KAMILLA JÓHANNSDÓTTIR: I’m wondering if there is another question maybe from the audience.

ASHOK GOEL: Here is a comment, is okay if I share it? I think one thing that perhaps all of would agree with is that we are very, very early in our understanding of metacognition. Its been very useful to make the distinctions we are making, but I don’t know if these distinctions would necessarily stand the text of time. So I really like Simon’s and Michael’s and Aaron’s perspective because they are in some sense coming from a distance, so they have philosophy aspect to it. Here’s what I have in mind, we have recently started some work in autism and I was surprised to find that some of the new theories of autism have to do with metacognition. I did not go into this area thinking that metacognition would play an important role in autism. So for instance, we all know what a theory of mind, mind theory of autism, so a theory of mind recently says that most neurotypical people have a theory of other people’s minds, goals, desires, so on, and that some people with autism may not necessarily have a theory of mind of others. So that’s one theory, which is really, has a metacognitive framework because if I do not understand goals, beliefs, desires and I don’t have a representation for them then I cannot ascribe to you or myself. Another theory of autism, which has a really strong metacognitive framework, is that perhaps some people with autism are unable to access what they are doing, so that perhaps they do not have the same type of metacognitive abilities that neurotypical people do. This was a big surprise to me. I did not know any of these theories before two or three years back, so I think metacognition is going to play or be critical in many areas and I do not know how to bring it all together, how to use theories that are being proposed in one area to inform others. So, I am really excited to see people from different communities coming together like this and hopefully we can inform each other.

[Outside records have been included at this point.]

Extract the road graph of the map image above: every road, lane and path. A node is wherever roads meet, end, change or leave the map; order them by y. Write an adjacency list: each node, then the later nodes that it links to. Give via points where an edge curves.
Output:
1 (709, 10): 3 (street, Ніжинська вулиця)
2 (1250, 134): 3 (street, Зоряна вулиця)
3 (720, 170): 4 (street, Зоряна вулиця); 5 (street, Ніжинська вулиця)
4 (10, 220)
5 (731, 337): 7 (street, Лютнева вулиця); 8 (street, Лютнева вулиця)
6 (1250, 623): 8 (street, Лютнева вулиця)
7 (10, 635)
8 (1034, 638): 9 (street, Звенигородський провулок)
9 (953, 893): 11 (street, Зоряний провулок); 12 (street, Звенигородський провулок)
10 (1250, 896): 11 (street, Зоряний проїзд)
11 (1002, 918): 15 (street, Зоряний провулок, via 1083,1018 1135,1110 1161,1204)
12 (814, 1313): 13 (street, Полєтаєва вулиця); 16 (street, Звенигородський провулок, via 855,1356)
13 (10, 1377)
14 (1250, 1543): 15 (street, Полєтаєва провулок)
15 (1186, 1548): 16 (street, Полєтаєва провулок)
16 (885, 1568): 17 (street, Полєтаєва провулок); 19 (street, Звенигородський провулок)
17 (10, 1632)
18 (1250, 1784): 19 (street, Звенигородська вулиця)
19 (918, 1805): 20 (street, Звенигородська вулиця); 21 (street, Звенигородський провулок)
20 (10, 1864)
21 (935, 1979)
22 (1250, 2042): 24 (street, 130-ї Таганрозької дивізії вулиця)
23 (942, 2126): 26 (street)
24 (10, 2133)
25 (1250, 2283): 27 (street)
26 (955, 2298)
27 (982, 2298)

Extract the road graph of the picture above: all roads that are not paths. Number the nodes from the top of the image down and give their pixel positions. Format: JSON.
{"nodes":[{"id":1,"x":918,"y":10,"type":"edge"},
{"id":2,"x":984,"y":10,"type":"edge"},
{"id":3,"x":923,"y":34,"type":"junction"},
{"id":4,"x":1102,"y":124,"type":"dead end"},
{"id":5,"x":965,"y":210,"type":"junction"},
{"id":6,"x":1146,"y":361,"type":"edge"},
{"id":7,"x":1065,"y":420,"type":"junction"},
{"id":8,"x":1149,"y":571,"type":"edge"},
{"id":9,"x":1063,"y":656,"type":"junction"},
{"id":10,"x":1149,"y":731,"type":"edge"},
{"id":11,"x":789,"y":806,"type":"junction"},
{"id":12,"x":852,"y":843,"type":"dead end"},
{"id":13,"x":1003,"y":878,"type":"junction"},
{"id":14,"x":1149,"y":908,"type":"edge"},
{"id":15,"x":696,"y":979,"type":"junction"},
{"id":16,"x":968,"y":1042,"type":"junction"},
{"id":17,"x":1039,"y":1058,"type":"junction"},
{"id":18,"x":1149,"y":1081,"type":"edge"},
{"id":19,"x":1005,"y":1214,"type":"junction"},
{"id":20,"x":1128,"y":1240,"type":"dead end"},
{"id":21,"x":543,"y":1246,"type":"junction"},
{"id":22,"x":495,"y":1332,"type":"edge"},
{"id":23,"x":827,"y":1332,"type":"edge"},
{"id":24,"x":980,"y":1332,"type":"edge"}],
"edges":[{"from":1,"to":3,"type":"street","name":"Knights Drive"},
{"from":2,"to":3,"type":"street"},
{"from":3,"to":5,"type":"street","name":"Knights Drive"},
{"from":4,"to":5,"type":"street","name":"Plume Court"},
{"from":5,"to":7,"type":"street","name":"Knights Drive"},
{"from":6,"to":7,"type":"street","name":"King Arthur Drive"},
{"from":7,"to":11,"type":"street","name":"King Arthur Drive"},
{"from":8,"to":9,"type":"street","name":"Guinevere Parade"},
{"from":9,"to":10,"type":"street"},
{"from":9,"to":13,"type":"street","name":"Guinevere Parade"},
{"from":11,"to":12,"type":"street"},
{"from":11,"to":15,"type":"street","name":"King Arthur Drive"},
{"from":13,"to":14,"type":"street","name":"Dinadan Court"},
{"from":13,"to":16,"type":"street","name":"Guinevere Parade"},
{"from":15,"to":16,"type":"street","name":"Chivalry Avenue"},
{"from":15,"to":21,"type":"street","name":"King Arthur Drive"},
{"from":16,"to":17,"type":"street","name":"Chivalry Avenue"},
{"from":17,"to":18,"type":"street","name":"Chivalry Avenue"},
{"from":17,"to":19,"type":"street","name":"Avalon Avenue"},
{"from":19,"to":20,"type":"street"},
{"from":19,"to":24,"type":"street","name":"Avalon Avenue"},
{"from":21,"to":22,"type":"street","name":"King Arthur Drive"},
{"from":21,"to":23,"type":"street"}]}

SCOTT FAHLMAN: Well it probably goes back to Freud. You’ve got the id, the ego, the super ego…

ASHOK GOEL: Absolutely.

SCOTT FAHLMAN: watching each other warily and trying to trip each other up in some cases.

SIMON LEVY: Minsky very readily acknowledged Freud especially in his public lectures as a strong influence in Society of Mind, he readily credits Freud with the origin of that idea in my experience.

KAMILLA JÓHANNSDÓTTIR: I’m wondering if…

AARON SLOMAN: Sorry, go ahead Kamilla.

KAMILLA JÓHANNSDÓTTIR: Alexei, I was wondering how we were doing in terms of time.

ALEXEI SAMSONOVICH: We are fine, I have plenty of disk space available.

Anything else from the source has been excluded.